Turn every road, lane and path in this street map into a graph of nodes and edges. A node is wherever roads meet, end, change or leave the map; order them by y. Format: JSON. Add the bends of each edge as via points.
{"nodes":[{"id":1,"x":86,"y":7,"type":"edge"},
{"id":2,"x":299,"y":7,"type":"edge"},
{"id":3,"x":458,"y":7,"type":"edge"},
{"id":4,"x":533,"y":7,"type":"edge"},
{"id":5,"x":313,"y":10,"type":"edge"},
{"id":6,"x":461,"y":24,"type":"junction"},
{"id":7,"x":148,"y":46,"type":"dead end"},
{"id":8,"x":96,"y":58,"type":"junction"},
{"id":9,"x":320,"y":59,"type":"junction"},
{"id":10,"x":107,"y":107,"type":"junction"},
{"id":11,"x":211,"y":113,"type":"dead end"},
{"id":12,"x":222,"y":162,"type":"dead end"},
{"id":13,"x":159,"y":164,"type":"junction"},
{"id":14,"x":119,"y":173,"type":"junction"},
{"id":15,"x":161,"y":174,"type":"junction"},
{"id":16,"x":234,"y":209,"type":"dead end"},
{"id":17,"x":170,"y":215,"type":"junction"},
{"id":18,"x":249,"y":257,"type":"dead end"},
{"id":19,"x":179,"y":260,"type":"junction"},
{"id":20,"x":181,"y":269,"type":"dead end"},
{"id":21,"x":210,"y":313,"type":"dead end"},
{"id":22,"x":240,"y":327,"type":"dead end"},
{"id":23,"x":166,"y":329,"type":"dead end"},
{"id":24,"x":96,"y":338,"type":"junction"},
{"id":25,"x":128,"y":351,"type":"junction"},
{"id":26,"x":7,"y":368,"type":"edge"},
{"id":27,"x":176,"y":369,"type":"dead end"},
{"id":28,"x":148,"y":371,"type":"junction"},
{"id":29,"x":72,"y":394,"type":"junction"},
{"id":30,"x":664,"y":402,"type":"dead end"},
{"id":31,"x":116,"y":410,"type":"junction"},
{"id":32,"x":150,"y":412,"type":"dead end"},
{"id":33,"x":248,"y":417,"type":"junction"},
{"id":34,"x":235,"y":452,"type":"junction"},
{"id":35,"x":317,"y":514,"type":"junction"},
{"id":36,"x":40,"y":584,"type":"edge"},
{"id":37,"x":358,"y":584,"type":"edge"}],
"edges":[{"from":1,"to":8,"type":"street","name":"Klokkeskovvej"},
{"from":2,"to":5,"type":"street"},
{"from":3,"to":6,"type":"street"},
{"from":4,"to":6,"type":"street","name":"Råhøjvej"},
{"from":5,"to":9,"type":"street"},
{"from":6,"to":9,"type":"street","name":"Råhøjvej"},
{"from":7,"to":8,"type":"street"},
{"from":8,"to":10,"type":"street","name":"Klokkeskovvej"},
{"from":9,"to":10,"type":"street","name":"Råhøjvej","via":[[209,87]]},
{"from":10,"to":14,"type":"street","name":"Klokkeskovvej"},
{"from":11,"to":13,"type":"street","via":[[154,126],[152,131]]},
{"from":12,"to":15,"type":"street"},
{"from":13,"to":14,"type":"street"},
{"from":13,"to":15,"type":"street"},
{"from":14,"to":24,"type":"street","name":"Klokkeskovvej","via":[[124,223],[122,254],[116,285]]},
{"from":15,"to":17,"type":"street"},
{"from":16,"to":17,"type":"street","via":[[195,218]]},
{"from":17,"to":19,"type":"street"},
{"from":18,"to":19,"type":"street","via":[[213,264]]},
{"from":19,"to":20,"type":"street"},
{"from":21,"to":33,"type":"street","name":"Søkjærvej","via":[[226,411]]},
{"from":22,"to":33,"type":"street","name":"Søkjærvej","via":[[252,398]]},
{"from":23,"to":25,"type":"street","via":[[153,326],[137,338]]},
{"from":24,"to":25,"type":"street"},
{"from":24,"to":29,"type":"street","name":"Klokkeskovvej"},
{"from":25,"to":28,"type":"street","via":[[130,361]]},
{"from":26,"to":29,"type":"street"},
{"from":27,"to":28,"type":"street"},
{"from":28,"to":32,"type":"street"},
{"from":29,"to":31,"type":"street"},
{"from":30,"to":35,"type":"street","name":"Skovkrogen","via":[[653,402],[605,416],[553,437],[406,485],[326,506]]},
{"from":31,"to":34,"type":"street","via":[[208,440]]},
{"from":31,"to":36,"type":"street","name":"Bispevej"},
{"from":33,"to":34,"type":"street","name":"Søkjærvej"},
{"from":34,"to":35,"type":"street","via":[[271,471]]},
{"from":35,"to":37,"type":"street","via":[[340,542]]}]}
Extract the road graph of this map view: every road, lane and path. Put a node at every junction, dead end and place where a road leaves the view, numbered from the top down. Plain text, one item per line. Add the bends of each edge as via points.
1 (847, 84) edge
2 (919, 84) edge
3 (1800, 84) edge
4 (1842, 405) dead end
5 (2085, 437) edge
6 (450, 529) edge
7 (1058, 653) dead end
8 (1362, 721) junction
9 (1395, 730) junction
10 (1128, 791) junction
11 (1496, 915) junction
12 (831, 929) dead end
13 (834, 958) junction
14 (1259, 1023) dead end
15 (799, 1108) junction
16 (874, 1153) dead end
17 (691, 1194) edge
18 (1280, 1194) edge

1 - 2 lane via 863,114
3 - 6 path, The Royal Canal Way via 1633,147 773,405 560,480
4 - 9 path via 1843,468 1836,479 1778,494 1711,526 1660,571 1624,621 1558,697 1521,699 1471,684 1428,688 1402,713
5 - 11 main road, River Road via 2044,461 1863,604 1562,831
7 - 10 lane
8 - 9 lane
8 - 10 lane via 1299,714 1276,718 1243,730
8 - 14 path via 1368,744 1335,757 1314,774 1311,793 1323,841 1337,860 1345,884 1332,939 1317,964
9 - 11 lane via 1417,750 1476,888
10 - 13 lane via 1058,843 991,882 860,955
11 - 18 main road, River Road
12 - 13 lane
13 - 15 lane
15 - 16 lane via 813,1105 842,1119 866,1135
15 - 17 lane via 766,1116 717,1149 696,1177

==================================================

▶ [Exercise directions] Going through the listing above, tally the lines that contain the word "Klokkeskovvej" and report the total alone.

▶ [Expected answer] 5